• **To do**: Below are the records; count the lines that include the string "main" and give only that number.

• **Data for review**:
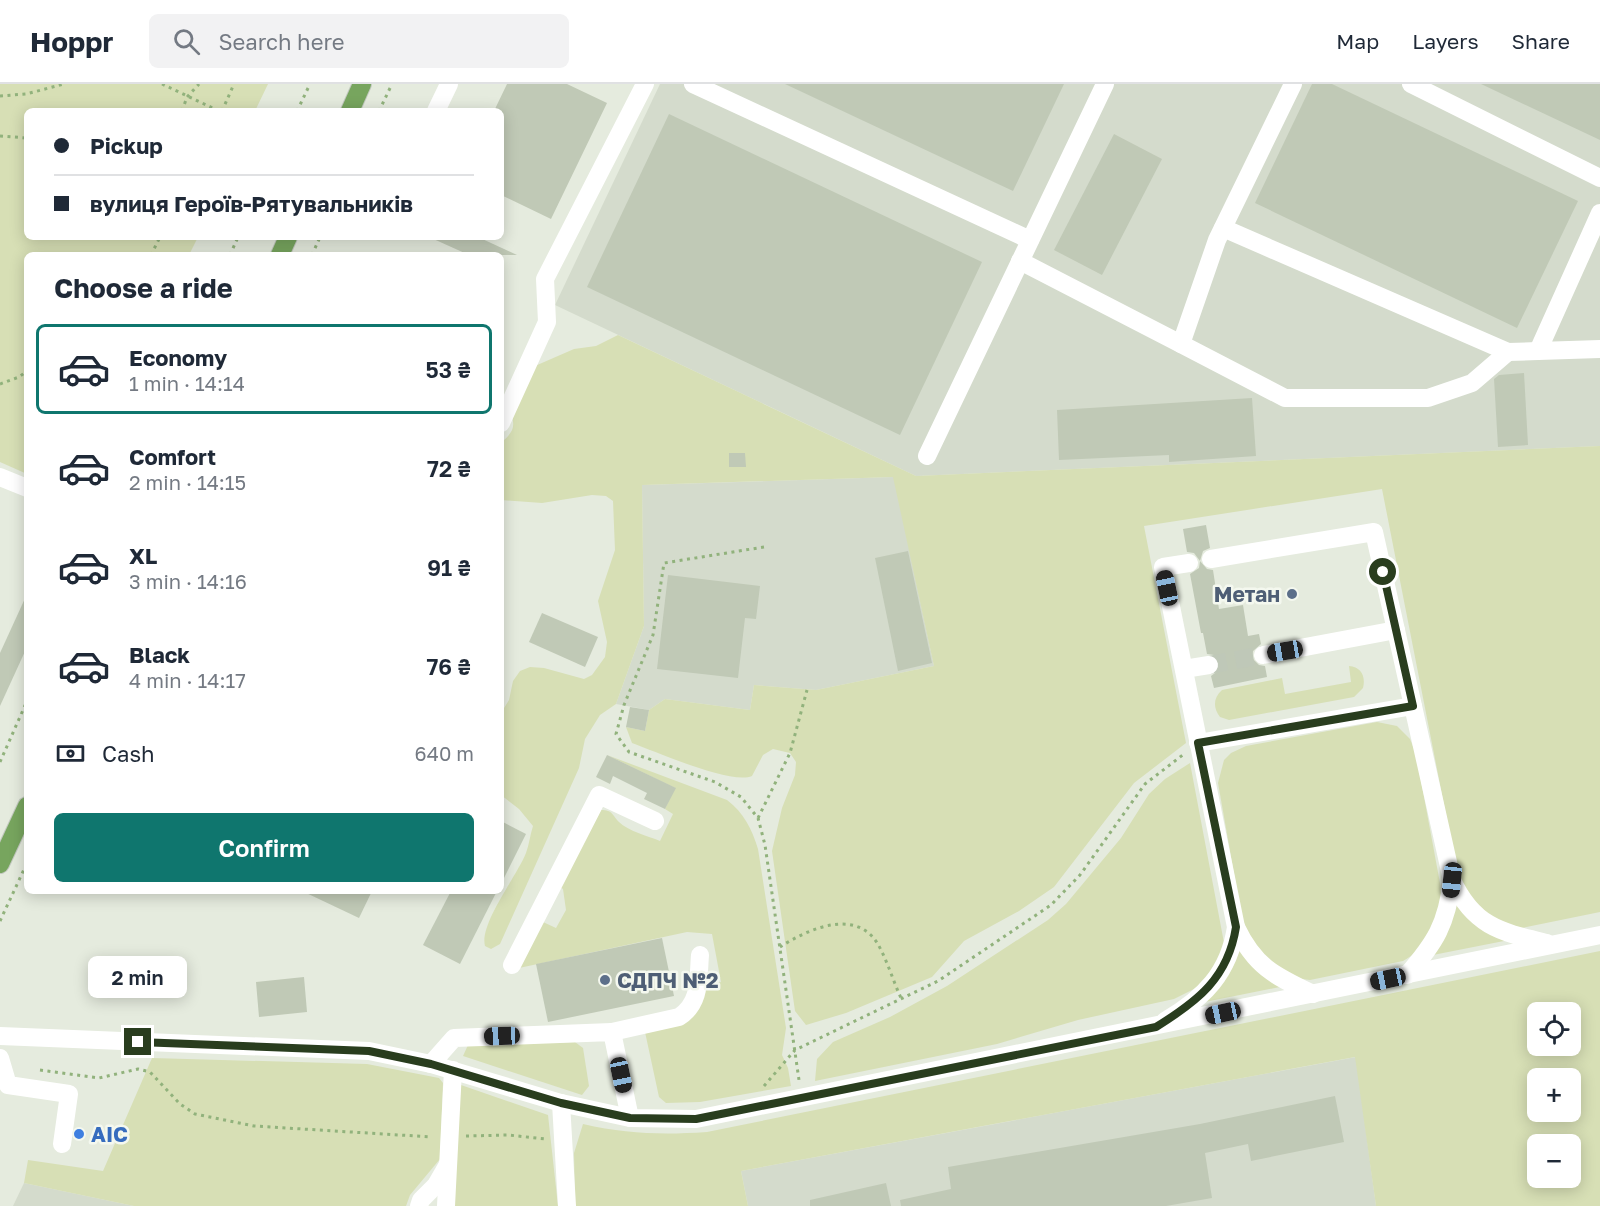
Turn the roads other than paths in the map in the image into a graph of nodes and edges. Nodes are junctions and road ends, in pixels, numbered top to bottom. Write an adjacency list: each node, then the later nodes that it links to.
1 (362, 84): 8 (main road)
2 (449, 84): 9 (street)
3 (645, 84): 19 (street)
4 (693, 84): 13 (street)
5 (1105, 84): 13 (street)
6 (1293, 84): 12 (street)
7 (1411, 84): 10 (street)
8 (351, 108)
9 (437, 108)
10 (1600, 178)
11 (1600, 213): 17 (street)
12 (1223, 228): 15 (street); 18 (street)
13 (1030, 240): 14 (street)
14 (1020, 261): 15 (street); 20 (street)
15 (1181, 344): 18 (street)
16 (1600, 348): 17 (street)
17 (1538, 351): 18 (street)
18 (1508, 352)
19 (504, 416)
20 (927, 456)
21 (0, 477): 22 (street)
22 (24, 487)
23 (1211, 559): 25 (street)
24 (1188, 563): 28 (street)
25 (1396, 630): 26 (street); 29 (street)
26 (1263, 655)
27 (1209, 664): 28 (street)
28 (1184, 669): 30 (street)
29 (1413, 706): 30 (street); 34 (street)
30 (1198, 743): 35 (street)
31 (24, 812): 33 (main road)
32 (655, 821): 39 (street)
33 (1, 860)
34 (1452, 880): 37 (street); 40 (street)
35 (1236, 927): 41 (street); 42 (street)
36 (1600, 935): 37 (street)
37 (1553, 944): 40 (street)
38 (700, 955): 43 (street)
39 (512, 965)
40 (1407, 975): 41 (street)
41 (1312, 994): 42 (street)
42 (1156, 1027): 49 (street)
43 (612, 1032): 46 (street); 49 (street)
44 (0, 1036): 46 (street)
45 (0, 1058): 50 (street)
46 (431, 1064): 47 (street)
47 (453, 1070): 48 (street); 51 (street)
48 (561, 1103): 49 (street); 54 (street)
49 (630, 1118)
50 (62, 1144)
51 (447, 1166): 52 (street); 53 (street)
52 (420, 1206)
53 (446, 1206)
54 (567, 1206)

• **Solution**: 2